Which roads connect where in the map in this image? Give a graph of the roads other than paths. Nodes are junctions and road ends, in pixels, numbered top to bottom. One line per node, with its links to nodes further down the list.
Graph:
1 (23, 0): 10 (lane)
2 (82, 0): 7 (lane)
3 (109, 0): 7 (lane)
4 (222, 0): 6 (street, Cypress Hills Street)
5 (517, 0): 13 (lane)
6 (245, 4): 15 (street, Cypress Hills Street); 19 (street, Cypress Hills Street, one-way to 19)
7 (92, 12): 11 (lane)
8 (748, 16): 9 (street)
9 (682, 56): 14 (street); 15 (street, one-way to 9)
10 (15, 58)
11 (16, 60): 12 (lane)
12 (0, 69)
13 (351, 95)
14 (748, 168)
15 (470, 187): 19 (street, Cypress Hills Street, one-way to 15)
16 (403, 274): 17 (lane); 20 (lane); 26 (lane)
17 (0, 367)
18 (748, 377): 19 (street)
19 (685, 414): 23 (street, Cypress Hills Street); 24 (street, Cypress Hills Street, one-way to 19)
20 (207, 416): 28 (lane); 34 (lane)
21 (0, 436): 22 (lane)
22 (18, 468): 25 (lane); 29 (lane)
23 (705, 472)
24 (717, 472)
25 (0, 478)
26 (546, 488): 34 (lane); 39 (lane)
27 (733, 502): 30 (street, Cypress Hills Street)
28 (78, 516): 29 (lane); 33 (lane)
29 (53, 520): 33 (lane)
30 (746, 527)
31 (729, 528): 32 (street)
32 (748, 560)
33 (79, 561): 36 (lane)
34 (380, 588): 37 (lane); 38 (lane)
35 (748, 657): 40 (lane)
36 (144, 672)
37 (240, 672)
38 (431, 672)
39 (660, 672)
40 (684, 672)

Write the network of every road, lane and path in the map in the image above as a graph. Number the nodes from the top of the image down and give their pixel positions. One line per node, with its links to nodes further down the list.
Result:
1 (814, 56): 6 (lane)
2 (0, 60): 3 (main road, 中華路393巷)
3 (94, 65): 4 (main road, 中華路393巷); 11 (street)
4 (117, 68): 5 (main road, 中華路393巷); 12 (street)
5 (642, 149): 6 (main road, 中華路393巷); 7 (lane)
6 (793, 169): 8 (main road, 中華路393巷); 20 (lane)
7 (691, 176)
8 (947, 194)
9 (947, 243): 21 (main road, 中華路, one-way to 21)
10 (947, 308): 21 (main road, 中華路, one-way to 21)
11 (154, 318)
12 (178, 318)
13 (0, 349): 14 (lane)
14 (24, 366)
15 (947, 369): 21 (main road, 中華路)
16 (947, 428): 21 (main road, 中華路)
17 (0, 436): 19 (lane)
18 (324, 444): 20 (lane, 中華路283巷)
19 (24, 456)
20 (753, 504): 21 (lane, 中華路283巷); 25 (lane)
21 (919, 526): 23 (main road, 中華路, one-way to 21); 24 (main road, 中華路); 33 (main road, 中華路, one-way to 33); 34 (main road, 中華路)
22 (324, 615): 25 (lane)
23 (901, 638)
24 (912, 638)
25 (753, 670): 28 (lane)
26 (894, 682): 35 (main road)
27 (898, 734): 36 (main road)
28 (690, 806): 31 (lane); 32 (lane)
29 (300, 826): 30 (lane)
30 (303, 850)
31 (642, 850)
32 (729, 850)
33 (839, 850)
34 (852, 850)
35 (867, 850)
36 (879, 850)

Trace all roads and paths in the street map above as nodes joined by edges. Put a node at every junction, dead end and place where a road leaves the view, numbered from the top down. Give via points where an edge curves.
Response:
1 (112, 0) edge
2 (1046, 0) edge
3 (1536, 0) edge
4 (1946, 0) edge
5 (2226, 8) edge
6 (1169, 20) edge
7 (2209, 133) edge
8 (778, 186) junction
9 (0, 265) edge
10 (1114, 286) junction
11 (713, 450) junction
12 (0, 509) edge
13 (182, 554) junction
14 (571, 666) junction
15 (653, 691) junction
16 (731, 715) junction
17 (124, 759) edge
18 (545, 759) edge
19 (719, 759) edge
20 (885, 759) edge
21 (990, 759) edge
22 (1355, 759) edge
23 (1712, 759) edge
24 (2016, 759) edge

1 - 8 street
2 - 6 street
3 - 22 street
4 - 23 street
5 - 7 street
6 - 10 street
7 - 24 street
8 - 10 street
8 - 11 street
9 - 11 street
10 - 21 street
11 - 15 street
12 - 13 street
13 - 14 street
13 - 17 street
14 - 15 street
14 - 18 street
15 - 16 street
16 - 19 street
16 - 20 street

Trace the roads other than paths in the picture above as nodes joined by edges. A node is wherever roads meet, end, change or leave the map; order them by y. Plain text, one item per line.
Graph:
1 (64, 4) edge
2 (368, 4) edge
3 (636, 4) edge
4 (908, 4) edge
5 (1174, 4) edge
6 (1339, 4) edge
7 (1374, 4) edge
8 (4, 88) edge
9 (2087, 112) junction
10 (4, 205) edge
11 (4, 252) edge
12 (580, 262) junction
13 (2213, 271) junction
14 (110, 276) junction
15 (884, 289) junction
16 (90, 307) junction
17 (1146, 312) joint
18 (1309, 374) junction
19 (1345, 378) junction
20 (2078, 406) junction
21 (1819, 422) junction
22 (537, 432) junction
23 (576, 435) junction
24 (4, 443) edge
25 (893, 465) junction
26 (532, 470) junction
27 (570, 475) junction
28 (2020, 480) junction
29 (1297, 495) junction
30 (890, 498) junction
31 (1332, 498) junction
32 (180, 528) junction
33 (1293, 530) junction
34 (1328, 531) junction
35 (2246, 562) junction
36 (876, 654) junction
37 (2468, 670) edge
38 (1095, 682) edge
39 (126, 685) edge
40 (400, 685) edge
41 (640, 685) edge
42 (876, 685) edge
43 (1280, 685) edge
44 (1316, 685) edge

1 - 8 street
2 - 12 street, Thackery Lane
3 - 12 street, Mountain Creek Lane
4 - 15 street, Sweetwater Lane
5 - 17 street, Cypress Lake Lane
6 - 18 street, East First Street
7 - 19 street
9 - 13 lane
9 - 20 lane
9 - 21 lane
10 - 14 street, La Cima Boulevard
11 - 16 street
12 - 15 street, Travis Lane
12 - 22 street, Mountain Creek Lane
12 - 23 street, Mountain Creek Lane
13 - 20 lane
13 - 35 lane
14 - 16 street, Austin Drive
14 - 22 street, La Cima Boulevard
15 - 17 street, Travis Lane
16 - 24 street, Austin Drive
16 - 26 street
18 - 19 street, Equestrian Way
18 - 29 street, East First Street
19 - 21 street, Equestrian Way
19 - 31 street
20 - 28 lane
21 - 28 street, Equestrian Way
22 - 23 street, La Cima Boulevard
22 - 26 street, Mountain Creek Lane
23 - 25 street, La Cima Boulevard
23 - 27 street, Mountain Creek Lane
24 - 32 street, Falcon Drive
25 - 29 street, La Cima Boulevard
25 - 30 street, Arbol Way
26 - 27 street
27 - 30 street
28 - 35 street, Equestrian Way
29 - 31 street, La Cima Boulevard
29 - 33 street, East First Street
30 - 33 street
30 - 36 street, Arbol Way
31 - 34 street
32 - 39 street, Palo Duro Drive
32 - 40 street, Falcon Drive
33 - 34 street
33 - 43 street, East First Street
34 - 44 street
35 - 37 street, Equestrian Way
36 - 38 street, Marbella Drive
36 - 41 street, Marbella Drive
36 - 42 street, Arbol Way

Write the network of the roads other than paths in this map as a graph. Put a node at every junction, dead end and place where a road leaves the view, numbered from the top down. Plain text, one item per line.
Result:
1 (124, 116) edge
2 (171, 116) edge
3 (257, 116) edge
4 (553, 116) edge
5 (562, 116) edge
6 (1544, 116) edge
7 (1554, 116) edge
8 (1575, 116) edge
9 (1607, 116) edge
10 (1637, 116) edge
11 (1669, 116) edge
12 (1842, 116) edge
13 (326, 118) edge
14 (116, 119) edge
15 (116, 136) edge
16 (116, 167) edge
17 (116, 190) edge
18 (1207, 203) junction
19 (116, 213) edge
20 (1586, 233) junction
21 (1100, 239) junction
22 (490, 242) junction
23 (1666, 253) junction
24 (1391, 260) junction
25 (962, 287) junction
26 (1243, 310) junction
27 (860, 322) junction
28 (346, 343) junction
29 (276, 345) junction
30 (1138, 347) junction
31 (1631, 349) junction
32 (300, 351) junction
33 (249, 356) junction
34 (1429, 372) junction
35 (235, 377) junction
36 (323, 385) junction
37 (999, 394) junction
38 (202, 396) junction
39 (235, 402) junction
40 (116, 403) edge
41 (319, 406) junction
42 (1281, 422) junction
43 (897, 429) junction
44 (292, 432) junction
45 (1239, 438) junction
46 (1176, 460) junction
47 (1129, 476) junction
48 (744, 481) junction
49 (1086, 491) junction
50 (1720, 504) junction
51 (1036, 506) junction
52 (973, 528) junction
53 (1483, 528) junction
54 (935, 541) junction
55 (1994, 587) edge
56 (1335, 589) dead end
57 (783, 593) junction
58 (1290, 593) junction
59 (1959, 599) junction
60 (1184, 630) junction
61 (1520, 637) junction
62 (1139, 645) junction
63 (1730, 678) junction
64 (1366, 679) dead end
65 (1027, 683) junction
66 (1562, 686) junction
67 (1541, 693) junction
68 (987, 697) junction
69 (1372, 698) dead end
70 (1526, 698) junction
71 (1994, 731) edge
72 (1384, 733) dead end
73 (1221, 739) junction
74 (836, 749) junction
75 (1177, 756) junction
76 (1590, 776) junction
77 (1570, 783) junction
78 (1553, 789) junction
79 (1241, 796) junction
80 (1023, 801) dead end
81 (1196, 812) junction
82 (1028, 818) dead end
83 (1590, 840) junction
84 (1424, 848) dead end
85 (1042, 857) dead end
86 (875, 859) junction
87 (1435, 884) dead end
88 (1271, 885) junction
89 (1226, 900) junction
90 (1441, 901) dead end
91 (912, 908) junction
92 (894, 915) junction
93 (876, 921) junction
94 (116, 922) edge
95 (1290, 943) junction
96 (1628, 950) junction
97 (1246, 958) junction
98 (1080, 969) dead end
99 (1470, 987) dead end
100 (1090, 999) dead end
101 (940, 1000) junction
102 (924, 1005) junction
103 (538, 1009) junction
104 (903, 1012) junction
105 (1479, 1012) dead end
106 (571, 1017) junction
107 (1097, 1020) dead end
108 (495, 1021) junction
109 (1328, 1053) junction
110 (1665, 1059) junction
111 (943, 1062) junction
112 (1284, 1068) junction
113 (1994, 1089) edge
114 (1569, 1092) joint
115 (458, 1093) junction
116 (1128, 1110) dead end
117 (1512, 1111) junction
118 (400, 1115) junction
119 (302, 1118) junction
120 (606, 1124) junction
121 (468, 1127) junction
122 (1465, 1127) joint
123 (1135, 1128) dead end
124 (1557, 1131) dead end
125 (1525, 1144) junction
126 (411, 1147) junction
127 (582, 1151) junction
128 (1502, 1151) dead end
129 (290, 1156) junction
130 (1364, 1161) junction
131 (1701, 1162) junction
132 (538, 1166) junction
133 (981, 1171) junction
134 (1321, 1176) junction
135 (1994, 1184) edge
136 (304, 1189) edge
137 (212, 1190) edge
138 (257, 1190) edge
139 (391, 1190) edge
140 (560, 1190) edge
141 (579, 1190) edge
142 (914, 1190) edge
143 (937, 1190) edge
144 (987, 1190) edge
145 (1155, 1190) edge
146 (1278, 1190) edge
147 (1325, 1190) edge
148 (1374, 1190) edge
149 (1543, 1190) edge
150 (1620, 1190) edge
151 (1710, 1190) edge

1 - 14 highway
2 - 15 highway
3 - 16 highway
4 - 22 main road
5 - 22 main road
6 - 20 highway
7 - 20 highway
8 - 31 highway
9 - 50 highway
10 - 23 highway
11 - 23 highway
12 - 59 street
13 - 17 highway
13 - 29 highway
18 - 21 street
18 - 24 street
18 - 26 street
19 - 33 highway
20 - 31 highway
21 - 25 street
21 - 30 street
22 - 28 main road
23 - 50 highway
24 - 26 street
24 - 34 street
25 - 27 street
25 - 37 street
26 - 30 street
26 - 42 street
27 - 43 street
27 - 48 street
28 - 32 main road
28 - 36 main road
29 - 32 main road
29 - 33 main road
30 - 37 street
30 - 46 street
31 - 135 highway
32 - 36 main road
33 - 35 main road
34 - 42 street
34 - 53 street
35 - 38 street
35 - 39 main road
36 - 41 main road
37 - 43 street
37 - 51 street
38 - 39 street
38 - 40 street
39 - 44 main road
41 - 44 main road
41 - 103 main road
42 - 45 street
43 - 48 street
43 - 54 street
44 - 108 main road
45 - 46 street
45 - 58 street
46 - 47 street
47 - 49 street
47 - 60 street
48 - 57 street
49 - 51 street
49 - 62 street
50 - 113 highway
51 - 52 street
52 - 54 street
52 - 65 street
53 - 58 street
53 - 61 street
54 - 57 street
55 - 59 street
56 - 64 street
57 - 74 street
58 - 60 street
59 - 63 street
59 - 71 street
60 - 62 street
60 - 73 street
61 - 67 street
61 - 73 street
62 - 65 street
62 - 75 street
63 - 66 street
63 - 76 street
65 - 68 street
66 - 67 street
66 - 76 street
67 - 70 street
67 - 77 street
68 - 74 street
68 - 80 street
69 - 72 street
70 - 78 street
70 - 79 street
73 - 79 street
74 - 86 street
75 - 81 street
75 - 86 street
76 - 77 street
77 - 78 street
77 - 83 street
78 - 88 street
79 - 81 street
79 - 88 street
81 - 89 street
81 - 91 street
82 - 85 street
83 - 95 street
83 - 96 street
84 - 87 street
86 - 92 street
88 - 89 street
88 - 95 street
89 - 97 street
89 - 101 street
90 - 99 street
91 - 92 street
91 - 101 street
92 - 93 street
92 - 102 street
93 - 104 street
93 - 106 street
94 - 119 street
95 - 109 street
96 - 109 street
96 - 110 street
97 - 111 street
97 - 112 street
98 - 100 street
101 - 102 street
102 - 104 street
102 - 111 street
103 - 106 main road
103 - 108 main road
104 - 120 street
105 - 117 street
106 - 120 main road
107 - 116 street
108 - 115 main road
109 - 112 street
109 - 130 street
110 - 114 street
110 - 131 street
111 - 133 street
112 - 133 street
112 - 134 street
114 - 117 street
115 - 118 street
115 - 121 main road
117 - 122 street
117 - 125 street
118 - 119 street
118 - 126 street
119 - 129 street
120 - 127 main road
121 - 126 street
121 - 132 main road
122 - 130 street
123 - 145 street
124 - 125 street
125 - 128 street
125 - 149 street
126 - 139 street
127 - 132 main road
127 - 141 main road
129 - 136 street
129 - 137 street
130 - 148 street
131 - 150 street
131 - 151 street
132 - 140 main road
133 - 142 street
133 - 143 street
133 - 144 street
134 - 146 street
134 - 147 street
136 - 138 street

----------

In the entries above, find every line holding the word "numbered" and copy it out.

◆ EXERCISE ANSWER ◆
Which roads connect where in the map in this image? Give a graph of the roads other than paths. Nodes are junctions and road ends, in pixels, numbered top to bottom. One line per node, with its links to nodes further down the list.
Trace all roads and paths in the street map above as nodes joined by edges. Put a node at every junction, dead end and place where a road leaves the view, numbered from the top down. Give via points where an edge curves.
Write the network of the roads other than paths in this map as a graph. Put a node at every junction, dead end and place where a road leaves the view, numbered from the top down. Plain text, one item per line.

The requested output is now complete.